Financial statistics show Canadian companies are – on the whole – more profitable than those in the US. As a percent of gross output (sales revenue plus changes in inventory valuation), overall labour costs are lower in Canada, while goods and services input costs account for exactly the same proportion of output in both countries. As a result, gross profit margins are higher in Canada. So too are before- and after-tax profit margins – although US manufacturers do enjoy a growing tax advantage.

Another remarkable observation is that over the past 15 years Canadian and US manufacturers have invested exactly the same proportion of their after-tax operating cash in R&D, new machinery and equipment.

This helps to explain why stats at a macro-level appear so dismal. Operating cash includes after-tax profits as well as depreciation and amortization costs, which are much higher in the US where operations are typically much larger. Only about 270 facilities in Canada are large enough to employ more than 500 people. There are almost 32,000 in the US.

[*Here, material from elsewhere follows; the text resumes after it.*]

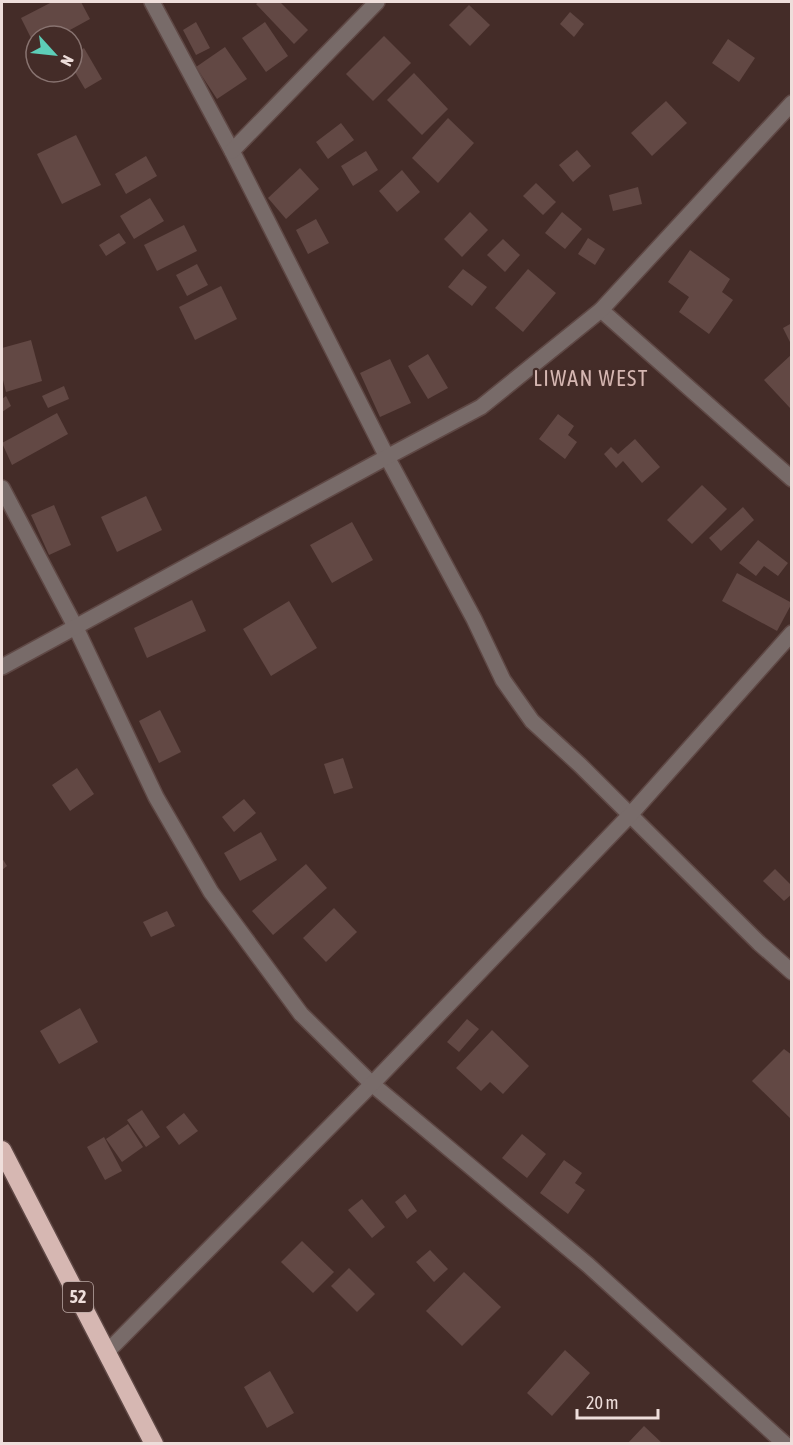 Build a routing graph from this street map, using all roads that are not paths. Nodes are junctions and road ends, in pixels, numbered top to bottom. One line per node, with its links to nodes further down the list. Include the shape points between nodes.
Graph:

So, what does all this tell us, apart from the fact that more economists should be reading financial statements?

It means that scale matters. Bigger companies invest more in innovation, employ more technology and benefit from greater economies of scale and production efficiencies. It also implies declining levels of investment and productivity in Canada can be attributed, at least in part, to the loss of larger manufacturing operations over the past several years.

There are lessons here for policy-makers aiming to strengthen economic performance. Any steps governments can take to reduce regulatory compliance costs, accelerate depreciation rates for tax purposes, or otherwise reduce taxes on manufacturers will increase cash flow and boost investment performance. Initiatives that aim to increase the amount of cash companies are willing to invest in innovation, such as supporting technology, production and business scale-up, or that help de-risk investment decisions – particularly for smaller companies – should be encouraged.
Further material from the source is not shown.